● ENTRIES SHOWN
——
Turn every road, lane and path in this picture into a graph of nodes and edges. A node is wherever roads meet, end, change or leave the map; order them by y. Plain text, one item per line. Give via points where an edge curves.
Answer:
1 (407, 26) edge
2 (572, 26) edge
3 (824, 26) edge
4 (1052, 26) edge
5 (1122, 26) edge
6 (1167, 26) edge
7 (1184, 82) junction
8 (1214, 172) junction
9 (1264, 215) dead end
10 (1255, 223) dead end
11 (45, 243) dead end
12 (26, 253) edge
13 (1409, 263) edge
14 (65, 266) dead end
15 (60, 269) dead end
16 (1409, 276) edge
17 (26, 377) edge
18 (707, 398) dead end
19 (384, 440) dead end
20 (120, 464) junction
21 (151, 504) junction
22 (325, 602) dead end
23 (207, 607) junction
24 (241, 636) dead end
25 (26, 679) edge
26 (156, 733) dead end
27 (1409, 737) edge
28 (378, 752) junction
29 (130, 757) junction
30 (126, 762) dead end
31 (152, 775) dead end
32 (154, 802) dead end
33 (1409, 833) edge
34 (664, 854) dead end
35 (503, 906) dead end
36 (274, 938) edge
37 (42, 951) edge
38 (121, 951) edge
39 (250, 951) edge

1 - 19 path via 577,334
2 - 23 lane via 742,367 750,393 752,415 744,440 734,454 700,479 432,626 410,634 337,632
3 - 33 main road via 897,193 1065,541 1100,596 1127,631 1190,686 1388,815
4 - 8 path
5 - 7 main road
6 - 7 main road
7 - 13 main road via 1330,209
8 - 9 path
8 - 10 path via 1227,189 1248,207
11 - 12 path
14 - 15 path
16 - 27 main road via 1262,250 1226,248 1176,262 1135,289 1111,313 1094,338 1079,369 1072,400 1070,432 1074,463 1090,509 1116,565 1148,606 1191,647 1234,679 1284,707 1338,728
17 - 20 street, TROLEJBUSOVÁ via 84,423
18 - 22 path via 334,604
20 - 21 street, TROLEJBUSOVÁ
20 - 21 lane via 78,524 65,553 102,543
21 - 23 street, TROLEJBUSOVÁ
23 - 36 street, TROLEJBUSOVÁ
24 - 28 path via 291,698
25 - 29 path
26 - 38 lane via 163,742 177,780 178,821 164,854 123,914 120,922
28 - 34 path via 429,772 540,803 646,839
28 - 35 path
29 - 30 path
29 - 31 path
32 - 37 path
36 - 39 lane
——
● PROMPT
Each line of the records should be transcribed without change.

● WRITTEN ANSWER
Turn every road, lane and path in this picture into a graph of nodes and edges. A node is wherever roads meet, end, change or leave the map; order them by y. Plain text, one item per line. Give via points where an edge curves.
Answer:
1 (407, 26) edge
2 (572, 26) edge
3 (824, 26) edge
4 (1052, 26) edge
5 (1122, 26) edge
6 (1167, 26) edge
7 (1184, 82) junction
8 (1214, 172) junction
9 (1264, 215) dead end
10 (1255, 223) dead end
11 (45, 243) dead end
12 (26, 253) edge
13 (1409, 263) edge
14 (65, 266) dead end
15 (60, 269) dead end
16 (1409, 276) edge
17 (26, 377) edge
18 (707, 398) dead end
19 (384, 440) dead end
20 (120, 464) junction
21 (151, 504) junction
22 (325, 602) dead end
23 (207, 607) junction
24 (241, 636) dead end
25 (26, 679) edge
26 (156, 733) dead end
27 (1409, 737) edge
28 (378, 752) junction
29 (130, 757) junction
30 (126, 762) dead end
31 (152, 775) dead end
32 (154, 802) dead end
33 (1409, 833) edge
34 (664, 854) dead end
35 (503, 906) dead end
36 (274, 938) edge
37 (42, 951) edge
38 (121, 951) edge
39 (250, 951) edge

1 - 19 path via 577,334
2 - 23 lane via 742,367 750,393 752,415 744,440 734,454 700,479 432,626 410,634 337,632
3 - 33 main road via 897,193 1065,541 1100,596 1127,631 1190,686 1388,815
4 - 8 path
5 - 7 main road
6 - 7 main road
7 - 13 main road via 1330,209
8 - 9 path
8 - 10 path via 1227,189 1248,207
11 - 12 path
14 - 15 path
16 - 27 main road via 1262,250 1226,248 1176,262 1135,289 1111,313 1094,338 1079,369 1072,400 1070,432 1074,463 1090,509 1116,565 1148,606 1191,647 1234,679 1284,707 1338,728
17 - 20 street, TROLEJBUSOVÁ via 84,423
18 - 22 path via 334,604
20 - 21 street, TROLEJBUSOVÁ
20 - 21 lane via 78,524 65,553 102,543
21 - 23 street, TROLEJBUSOVÁ
23 - 36 street, TROLEJBUSOVÁ
24 - 28 path via 291,698
25 - 29 path
26 - 38 lane via 163,742 177,780 178,821 164,854 123,914 120,922
28 - 34 path via 429,772 540,803 646,839
28 - 35 path
29 - 30 path
29 - 31 path
32 - 37 path
36 - 39 lane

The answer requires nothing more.